The 2023 ASH meeting presented the Rectangle study, a phase II study of acalabrutinib combined with R-CHOP in newly diagnosed young MCL patients. Among the 53 patients who completed six cycles of acalabrutinib + R-CHOP induction therapy, 48 underwent ASCT, and 46 received AR maintenance therapy. The results showed that with a median follow-up of 14.2 months, the ORR and CR rates of induction therapy were 98% and 92%, respectively, with 12-month PFS and OS rates of 95.4% and 97.2%. Both induction and maintenance therapies were safe and tolerable.
The WINDOW-1 study, a single-center phase II clinical study, included 131 newly diagnosed MCL patients aged ≤65 years, with a median age of 56 years (range: 49–60 years). The sMIPI risk was low in 80% and high in 8%, with Ki-67 ≥30% in 49.5%, and 11% had blastoid/pleomorphic variants. The results showed that after induction therapy with ibrutinib and rituximab (IR), the ORR and CR were 98% and 87%, respectively. After IR + R-HCVAD/R-MTX consolidation, the ORR and CR were 90% and 89%, indicating that IR induction could shorten the R-HCVAD/R-MTX consolidation cycle, achieving sustained remission. The long-term follow-up (median follow-up 71 months) results presented at the 2023 ASH meeting confirmed that the IR induction followed by R-HCVAD/R-MTX regimen in first-line MCL achieved long-term survival. The WINDOW-2 study, presented at the 2023 ICML meeting, involved IRV (ibrutinib, rituximab, venetoclax) induction therapy followed by risk-stratified sequential R-Hyper CVAD/MTX-AraC. The results showed that IRV triple induction therapy achieved sustained deep remission, with a best ORR of 96% and CR of 92% in 48 patients receiving IRV induction therapy. After the second phase, the best ORR and CR remained consistent at 96% and 92%, respectively, with a median follow-up of 40.7 months. The median PFS and OS were not reached, and there were no significant differences in PFS and OS between MIPI scores and TP53 mutation categories.
Summary
MCL is a highly aggressive NHL with rapid progression and high relapse rates. The overall survival of MCL patients has significantly improved in the era of new drugs.

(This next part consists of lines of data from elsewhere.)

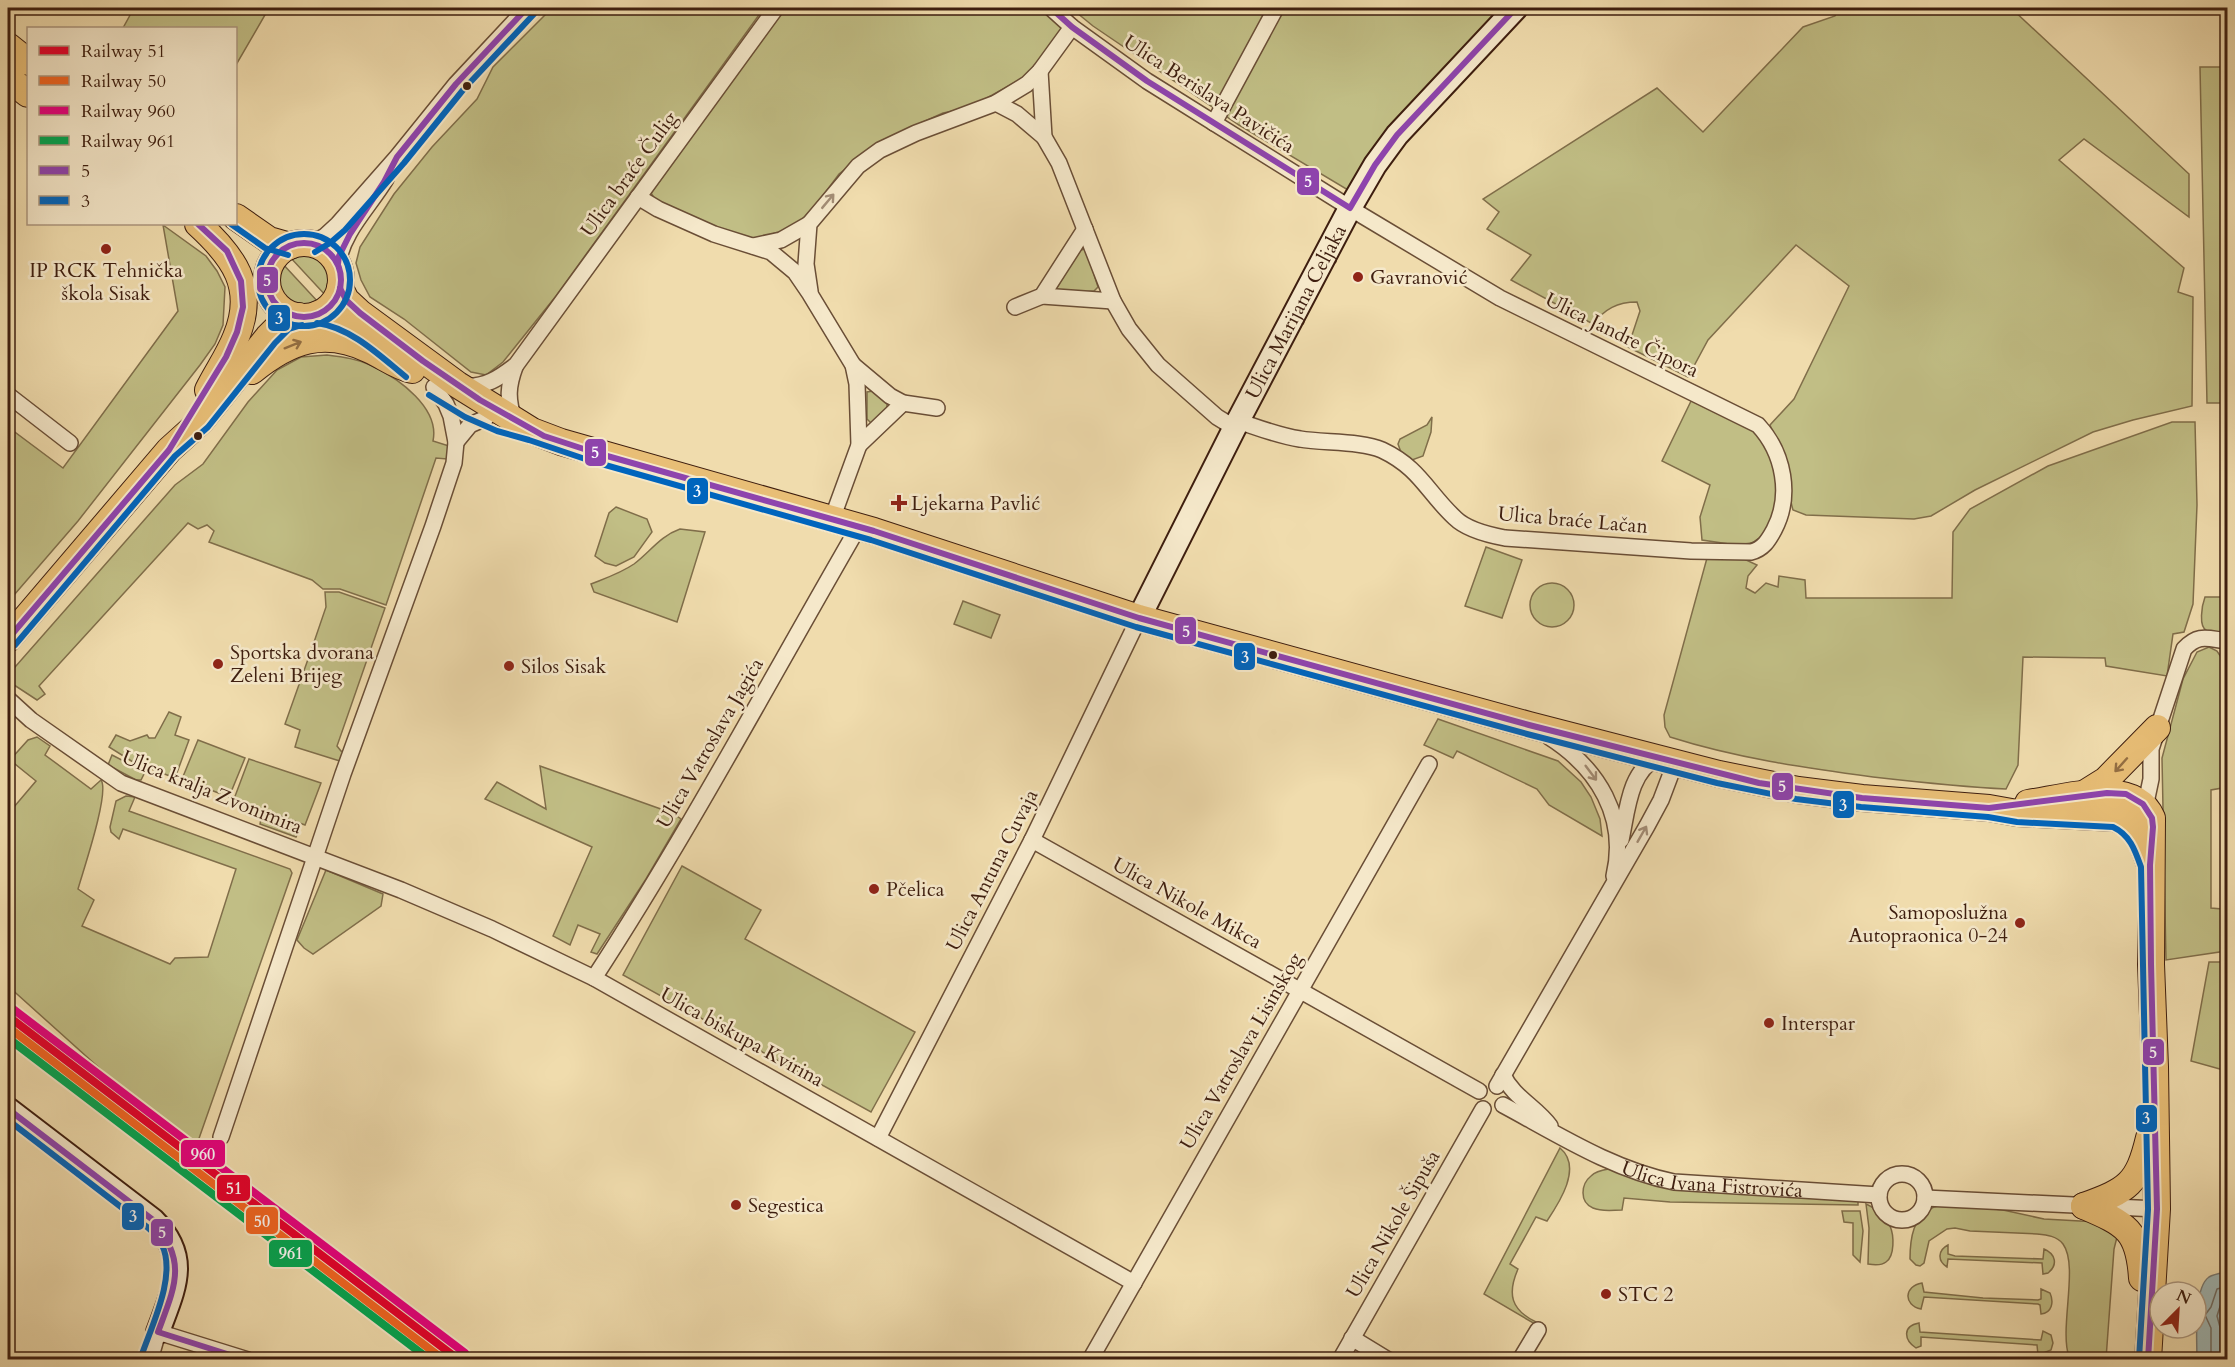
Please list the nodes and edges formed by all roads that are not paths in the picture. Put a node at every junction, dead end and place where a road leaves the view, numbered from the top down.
1 (527, 8) edge
2 (776, 8) edge
3 (1051, 8) edge
4 (1276, 8) edge
5 (1516, 8) edge
6 (1072, 27) junction
7 (8, 46) edge
8 (27, 61) edge
9 (1040, 70) junction
10 (8, 78) edge
11 (27, 93) edge
12 (996, 103) junction
13 (1214, 123) junction
14 (1044, 137) junction
15 (398, 157) junction
16 (638, 197) junction
17 (1350, 208) junction
18 (237, 218) edge
19 (809, 224) junction
20 (199, 225) edge
21 (207, 225) edge
22 (1085, 230) junction
23 (300, 245) junction
24 (753, 246) junction
25 (339, 276) junction
26 (269, 287) junction
27 (810, 294) junction
28 (1042, 296) junction
29 (1113, 301) junction
30 (1015, 307) dead end
31 (308, 315) junction
32 (516, 365) junction
33 (853, 365) junction
34 (412, 370) junction
35 (446, 386) junction
36 (217, 389) junction
37 (8, 395) edge
38 (903, 403) junction
39 (937, 408) dead end
40 (486, 418) junction
41 (523, 425) junction
42 (1237, 425) junction
43 (456, 442) junction
44 (70, 443) dead end
45 (859, 445) junction
46 (832, 519) junction
47 (859, 526) junction
48 (1759, 550) joint
49 (1139, 618) junction
50 (8, 639) edge
51 (2228, 641) edge
52 (8, 699) edge
53 (1529, 725) junction
54 (2157, 728) junction
55 (1666, 761) junction
56 (1429, 764) dead end
57 (2079, 796) junction
58 (2143, 804) junction
59 (1989, 808) junction
60 (2115, 818) junction
61 (1032, 840) junction
62 (1619, 851) junction
63 (316, 856) junction
64 (2151, 865) junction
65 (1612, 885) junction
66 (594, 978) junction
67 (1300, 991) junction
68 (1500, 1080) junction
69 (1479, 1091) junction
70 (1503, 1105) junction
71 (1483, 1109) junction
72 (8, 1110) edge
73 (2156, 1111) junction
74 (1556, 1133) junction
75 (220, 1137) dead end
76 (878, 1138) junction
77 (1880, 1196) junction
78 (1925, 1198) junction
79 (2084, 1206) junction
80 (2157, 1209) junction
81 (2153, 1280) edge
82 (1134, 1282) junction
83 (2148, 1311) edge
84 (1538, 1330) dead end
85 (158, 1332) junction
86 (1352, 1338) junction
87 (2150, 1340) edge
88 (150, 1359) edge
89 (248, 1359) edge
90 (1090, 1359) edge
91 (1340, 1359) edge
92 (1388, 1359) edge
93 (1521, 1359) edge
94 (2148, 1359) edge

1 - 15 street
2 - 16 street, Ulica braće Čulig
3 - 6 street, Ulica Berislava Pavičića
4 - 13 street
5 - 17 main road, Ulica Marijana Celjaka
6 - 9 street
6 - 13 street, Ulica Berislava Pavičića
7 - 8 main road
9 - 12 street
9 - 14 street
10 - 11 main road
12 - 14 street
19 -> 12 street
13 - 17 street, Ulica Berislava Pavičića
14 - 22 street, Ulica braće Lačan
15 - 23 street
15 - 25 street
16 - 24 street
16 - 32 street, Ulica braće Čulig
17 - 42 main road, Ulica Marijana Celjaka
17 - 48 street, Ulica Jandre Čipora
18 - 23 main road
19 - 24 street
19 - 27 street
20 - 36 main road
21 - 26 main road
22 - 28 street
22 - 29 street, Ulica braće Lačan
23 - 25 main road
23 - 26 main road
24 - 27 street
25 - 31 main road
25 - 35 main road
26 - 31 main road
26 - 36 main road
27 - 33 street
28 - 29 street
28 - 30 street
29 - 42 street, Ulica braće Lačan
31 - 34 main road
31 - 36 main road
32 - 35 street, Ulica braće Čulig
32 - 41 street, Ulica braće Čulig
33 - 38 street
33 - 45 street
34 - 35 main road
36 -> 34 main road
35 - 40 main road
35 - 41 main road
35 - 43 street, Ulica kralja Zvonimira
36 - 50 main road
37 - 44 street
38 - 39 street
38 - 45 street
40 - 41 main road
40 - 43 street
41 - 46 main road
42 - 48 street, Ulica braće Lačan
42 - 49 main road, Ulica Marijana Celjaka
43 - 63 street, Ulica kralja Zvonimira
45 - 46 street
46 - 47 main road
47 - 49 main road
47 - 66 street, Ulica Vatroslava Jagića
49 - 53 main road
49 - 61 street, Ulica Antuna Cuvaja
51 - 54 street
52 - 63 street, Ulica kralja Zvonimira
53 - 55 main road
53 -> 62 street
54 -> 57 main road
54 - 58 street
55 - 59 main road
55 - 62 street
65 -> 55 street
56 - 67 street, Ulica Vatroslava Lisinskog
57 - 58 main road
57 - 59 main road
58 - 60 main road
58 - 64 main road
59 - 60 main road
60 - 64 main road
61 - 67 street, Ulica Nikole Mikca
61 - 76 street, Ulica Antuna Cuvaja
62 - 65 street
63 - 66 street, Ulica biskupa Kvirina
63 - 75 street, Ulica kralja Zvonimira
64 - 73 main road
65 - 68 street
66 - 76 street, Ulica biskupa Kvirina
67 - 69 street, Ulica Nikole Mikca
67 - 82 street, Ulica Vatroslava Lisinskog
68 - 69 street
68 - 70 street
68 - 74 street, Ulica Ivana Fistrovića
69 - 71 street
70 - 71 street
70 - 74 street, Ulica Ivana Fistrovića
71 - 86 street, Ulica Nikole Šipuša
72 - 85 main road
73 - 79 main road
73 - 80 main road
74 - 77 street, Ulica Ivana Fistrovića
76 - 82 street, Ulica biskupa Kvirina
77 - 78 street
77 - 78 street
78 - 79 street
79 - 80 street
79 - 83 main road
80 - 81 main road
82 - 90 street, Ulica Vatroslava Lisinskog
84 - 93 street
85 - 88 street
85 - 89 street
86 - 91 street, Ulica Nikole Šipuša
86 - 92 street
87 - 94 main road

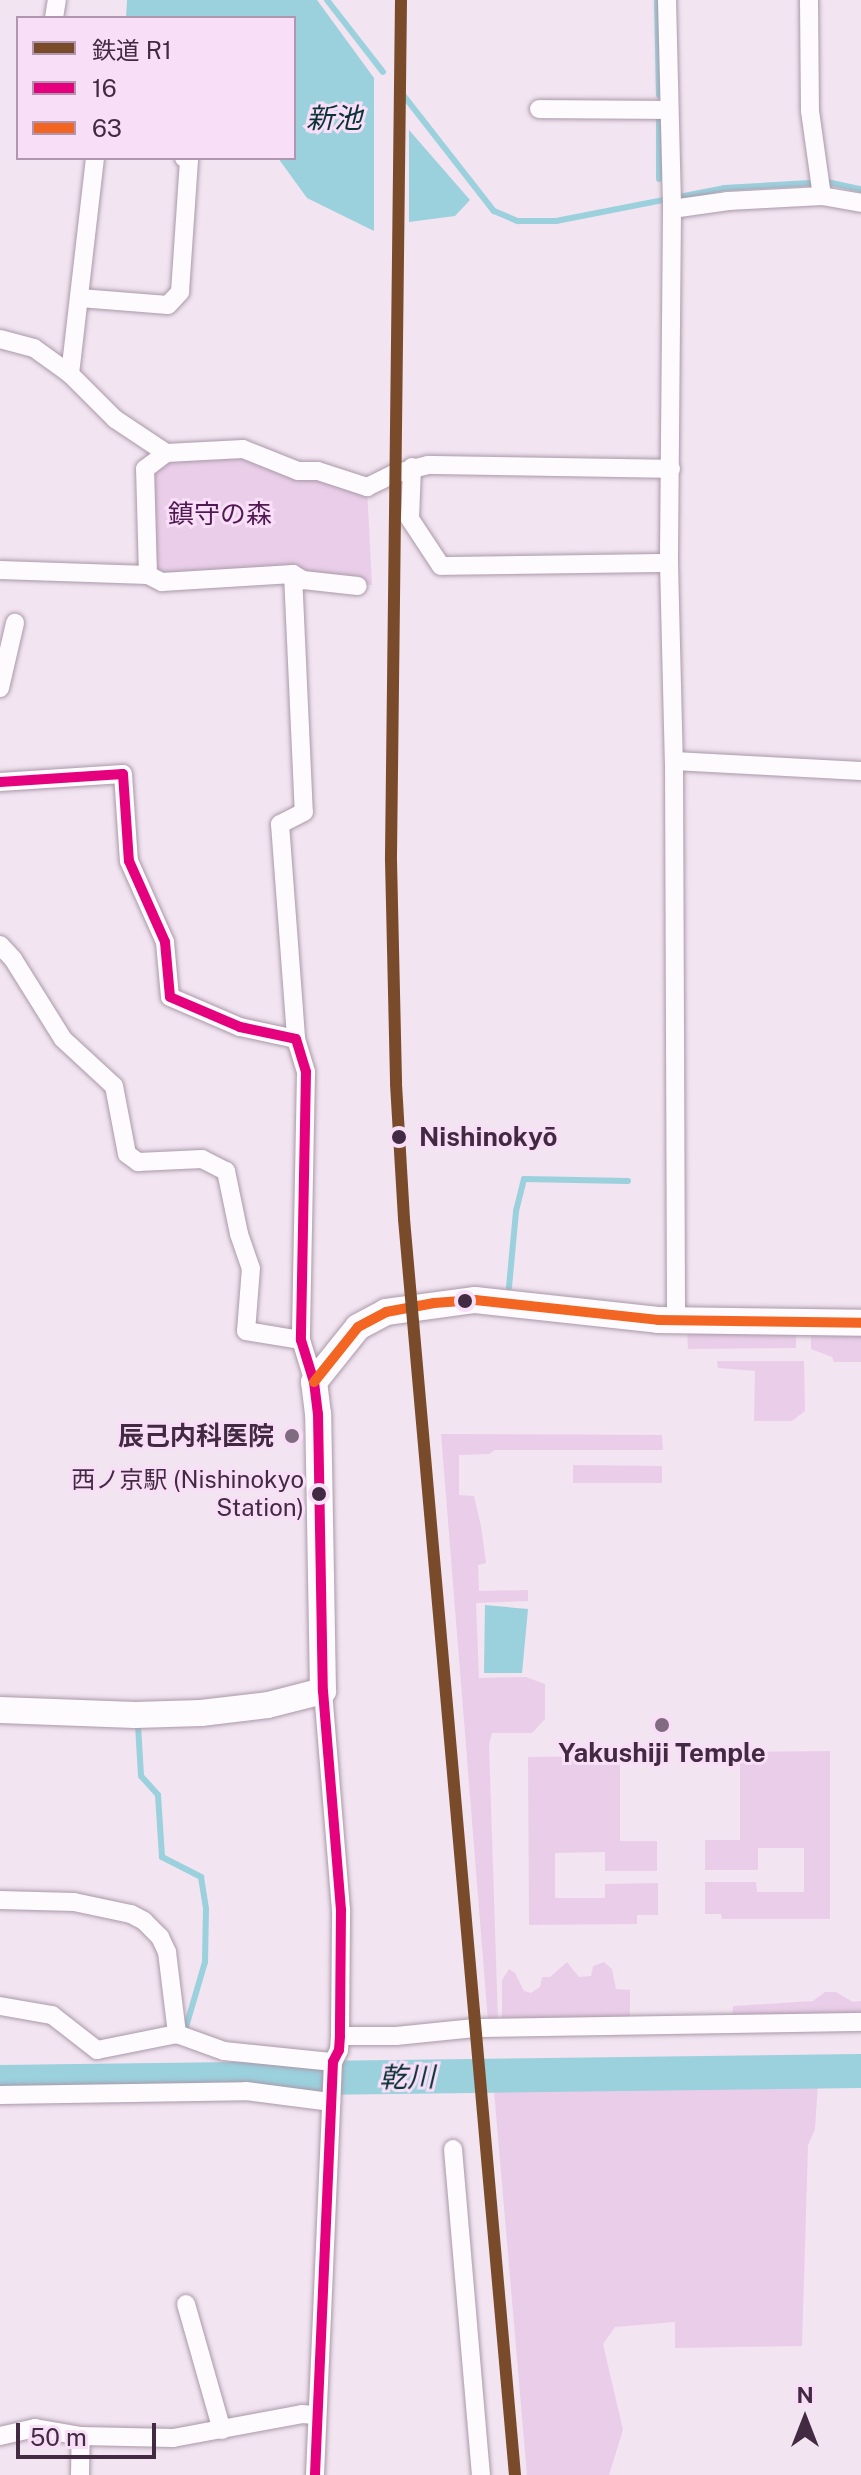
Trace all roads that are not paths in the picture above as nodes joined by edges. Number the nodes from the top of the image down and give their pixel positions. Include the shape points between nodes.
1 (667, 0) edge
2 (809, 0) edge
3 (539, 109) dead end
4 (668, 110) junction
5 (95, 160) edge
6 (189, 160) edge
7 (822, 196) junction
8 (861, 203) edge
9 (672, 209) junction
10 (80, 298) junction
11 (1, 337) edge
12 (70, 374) junction
13 (166, 453) junction
14 (412, 467) junction
15 (671, 469) junction
16 (669, 563) junction
17 (0, 570) edge
18 (293, 574) junction
19 (148, 575) junction
20 (358, 586) dead end
21 (15, 623) dead end
22 (0, 688) edge
23 (674, 761) junction
24 (861, 771) edge
25 (0, 782) edge
26 (0, 945) edge
27 (296, 1039) junction
28 (676, 1319) junction
29 (861, 1323) edge
30 (301, 1340) junction
31 (314, 1382) junction
32 (323, 1691) junction
33 (0, 1710) edge
34 (0, 1900) edge
35 (0, 2006) edge
36 (861, 2022) edge
37 (177, 2034) junction
38 (340, 2036) junction
39 (333, 2062) junction
40 (0, 2095) edge
41 (331, 2102) junction
42 (453, 2149) dead end
43 (186, 2304) dead end
44 (315, 2415) junction
45 (222, 2430) junction
46 (0, 2436) edge
47 (81, 2436) junction
48 (80, 2475) edge
49 (315, 2475) edge
50 (481, 2475) edge

1 - 4 street
2 - 7 street via 810,111
3 - 4 street
4 - 9 street
5 - 10 street
6 - 10 street via 180,292 168,305
7 - 8 street
7 - 9 street
9 - 15 street
10 - 12 street
11 - 12 street via 34,348
12 - 13 street via 115,419
13 - 14 street via 243,449 298,471 318,471 367,487
13 - 19 street via 145,469
14 - 15 street
14 - 16 street via 410,519 441,566
15 - 16 street
16 - 23 street
17 - 19 street
18 - 19 street via 162,582
18 - 20 street via 303,580
18 - 27 street via 304,812 280,824
21 - 22 street
23 - 24 street
23 - 28 street
25 - 27 street via 123,774 129,861 165,942 170,997 240,1027
26 - 30 street via 63,1039 114,1086 127,1154 138,1162 202,1159 226,1171 251,1268 246,1331
27 - 30 street via 306,1072
28 - 29 street
28 - 31 street via 475,1300 413,1306 386,1312 358,1327
30 - 31 street
31 - 32 street
32 - 33 street via 268,1705 201,1713
32 - 38 street via 341,1910
34 - 37 street via 74,1902 144,1921 167,1952
35 - 37 street via 52,2015 97,2050
36 - 38 street via 475,2028
37 - 39 street via 224,2051
38 - 39 street
39 - 41 street
40 - 41 street via 246,2091
41 - 44 street
42 - 50 street
43 - 45 street
44 - 45 street
44 - 49 street
45 - 47 street via 173,2438
46 - 47 street via 35,2428
47 - 48 street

Both domestic and international guidelines recommend that young newly diagnosed MCL patients receive high-dose cytarabine regimens plus ASCT standard treatment. Induction therapy should include new drugs, with maintenance therapy post-ASCT. Future directions include removing ASCT or adopting chemotherapy-free regimens. For elderly MCL patients, first-line treatment is primarily lower-intensity immunochemotherapy, with new drugs potentially further improving efficacy. Clinical practice should focus on high-risk MCL patients, considering R-BAC500, BOVEN regimens, etc.
The SYMPATICO study reached its primary endpoint, with ibrutinib combined with venetoclax challenging single-agent BTKi’s status in R/R MCL. CAR-T therapy has shown high response rates with acceptable safety. New treatments such as ROR1xCD3 T-cell engagers, CDK4/6 inhibitors, dual BTKis, BTK degraders, and dual-target CAR-T cells bring new hope for MCL patients.